Instructions relating to the Required Collateral Value and responsibility for the Custodian - Pledge GMSLA Provision
2018 Global Master Securities Lending Agreement (Pledge Version)
Clause 5.4 in a Nutshell™ Use at your own risk, campers!
Full text of Clause 5.4
Related agreements and comparisons
|
Content and comparisons
This is an equivalent of the timing arrangements set out in Clause 5.8 of the 2010 GMSLA.
Summary
Remember the theory here, in contrast to the 2018 Pledge GMSLA is that the Borrower is managing collateral in a triparty system, and the Lender is an agent lender acting on behalf of some other wealthy buy and hold investor who has no particular use for the Collateral being posted to it, other than to act as security.

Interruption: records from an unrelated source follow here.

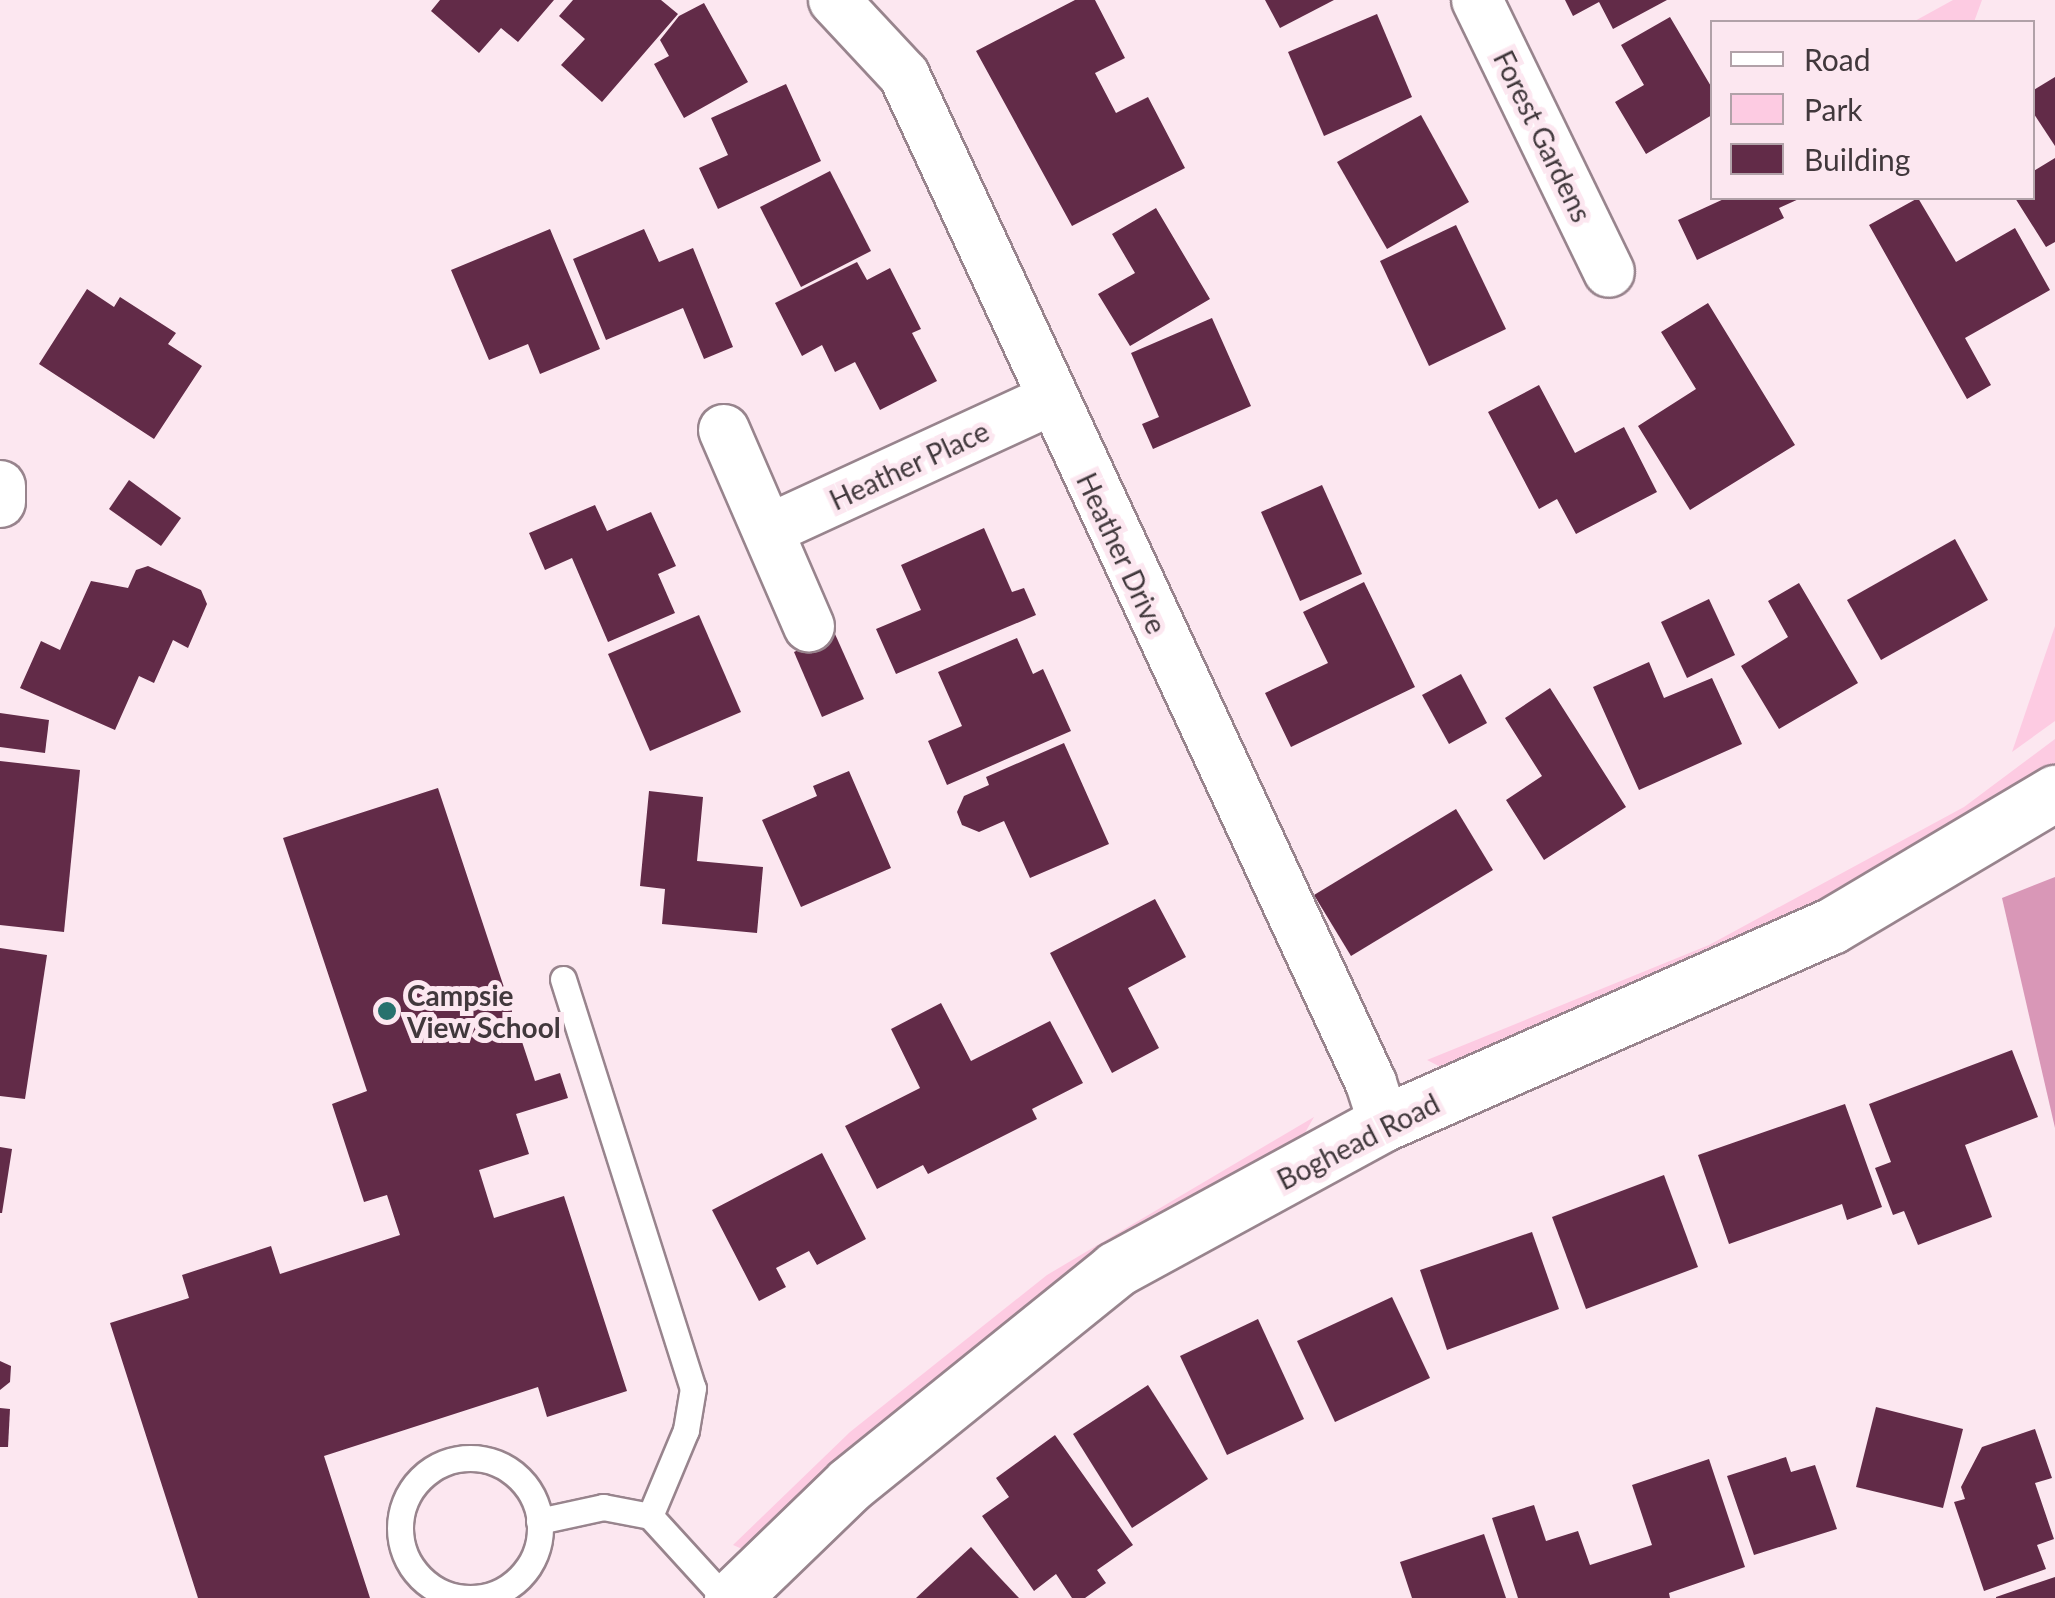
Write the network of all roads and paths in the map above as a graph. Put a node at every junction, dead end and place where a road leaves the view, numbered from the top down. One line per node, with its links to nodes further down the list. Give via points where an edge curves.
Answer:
1 (1478, 0): 3 (street, Forest Gardens)
2 (861, 6): 4 (street, Heather Drive, via 904,75)
3 (1609, 272)
4 (1050, 400): 8 (street, Heather Place); 12 (street, Heather Drive)
5 (724, 430): 8 (street)
6 (0, 486): 7 (street)
7 (0, 502)
8 (768, 530): 9 (street)
9 (809, 626)
10 (2055, 794): 12 (street, Boghead Road, via 1831,926)
11 (563, 980): 13 (lane, via 693,1388 686,1430)
12 (1384, 1123): 15 (street, Boghead Road, via 1116,1270 850,1484)
13 (650, 1516): 14 (lane, via 603,1508); 15 (lane)
14 (539, 1521): 14 (lane, via 536,1552 524,1572 484,1596 438,1590 406,1557 401,1535 402,1512 425,1474 467,1458 510,1470 526,1484)
15 (728, 1598)

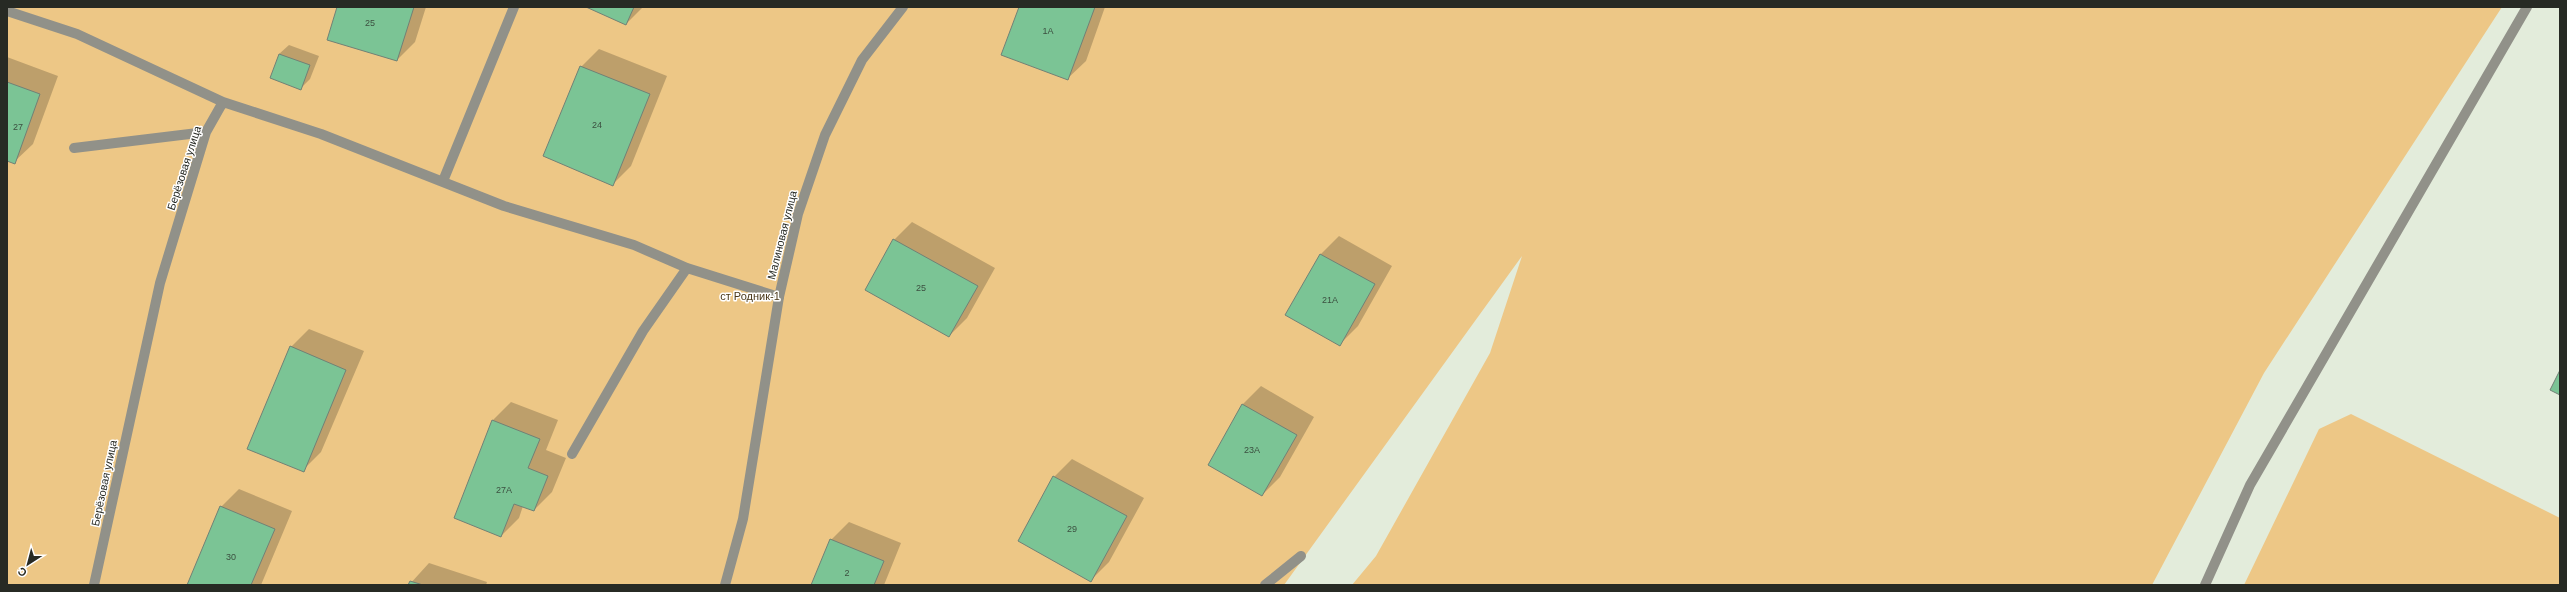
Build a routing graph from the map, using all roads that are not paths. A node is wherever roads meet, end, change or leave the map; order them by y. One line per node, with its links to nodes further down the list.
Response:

Thus the Collateral never leaves the Borrower’s beneficial ownership, but just moves between its tri-party “long-box” and its a triparty pledge account — being a separate account in its name, only pledged to the Lender. All these movements will be handled by the triparty agent without the Borrower’s intervention, assuming the Borrower has funded enough assets in its long-box in the first place. Which, unless it is properly going down the Swanee, it will have done automatically. This is a big, bulk business.
Therefore no need for detailed deadlines for request, delivery and other settlement arrangements: Collateral is not flying bodily around the clearing systems, but lying still and simply being re-badged in the triparty custodian's books and records.